McCode icon indicating copy to clipboard operation
McCode copied to clipboard

Limit on total number of McStas monitors (segfault)

Open mads-bertelsen opened this issue 3 years ago • 15 comments

There seems to be an upper limit on the number of monitors allowed in a single instrument, which is much lower than the total component limit. On McStas 2.5 I found it to be a maximum of 377, with anything above producing a segfault at runtime. I have attached an instrument that use 378 PSD_monitors which fails in this manner (txt ending as GitHub didn't want instr).

n_component_test.txt

I have tried combinations of different monitors too, as long as the total reaches more than 377 the segfault occurs. The number of histogram bins in each monitor does not impact the total allowed number of monitors.

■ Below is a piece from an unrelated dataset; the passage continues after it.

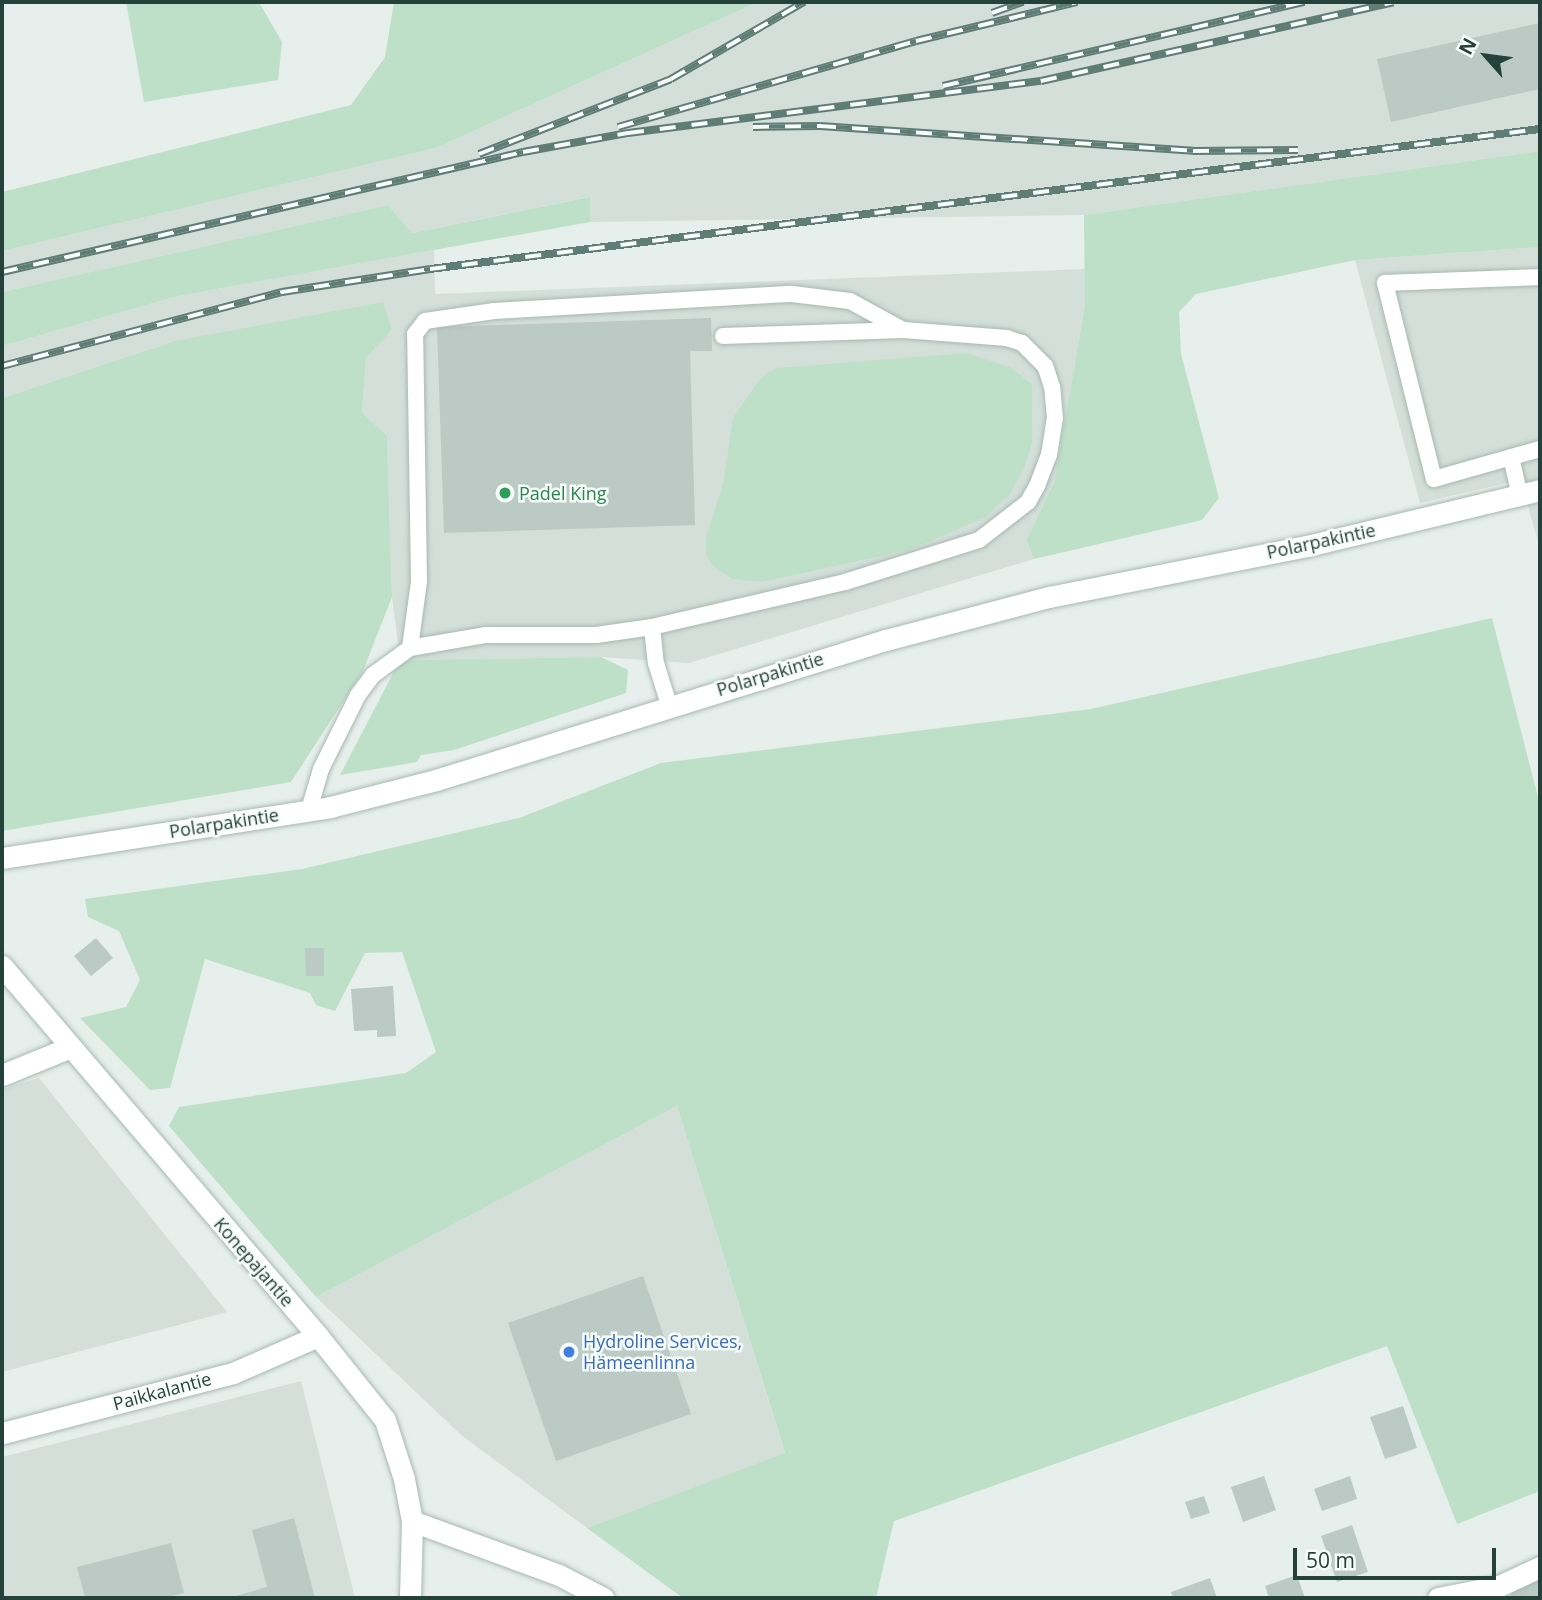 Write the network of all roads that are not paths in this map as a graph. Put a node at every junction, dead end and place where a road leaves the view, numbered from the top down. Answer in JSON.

mads-bertelsen avatar Jan 14 '21 14:01 mads-bertelsen

Thanks for the bug report @mads-bertelsen. As discussed elsewhere already, I believe this may be system dependent. I have successfully fun the instrument on macOS 11 Big Sur with McStas 2.5, 2.6.1, 2.7 and 3.0.

My compiler is

Apple clang version 12.0.0 (clang-1200.0.32.28)
Target: x86_64-apple-darwin20.2.0
Thread model: posix
InstalledDir: /Applications/Xcode.app/Contents/Developer/Toolchains/XcodeDefault.xctoolchain/usr/bin

I will be back with more observations later :-)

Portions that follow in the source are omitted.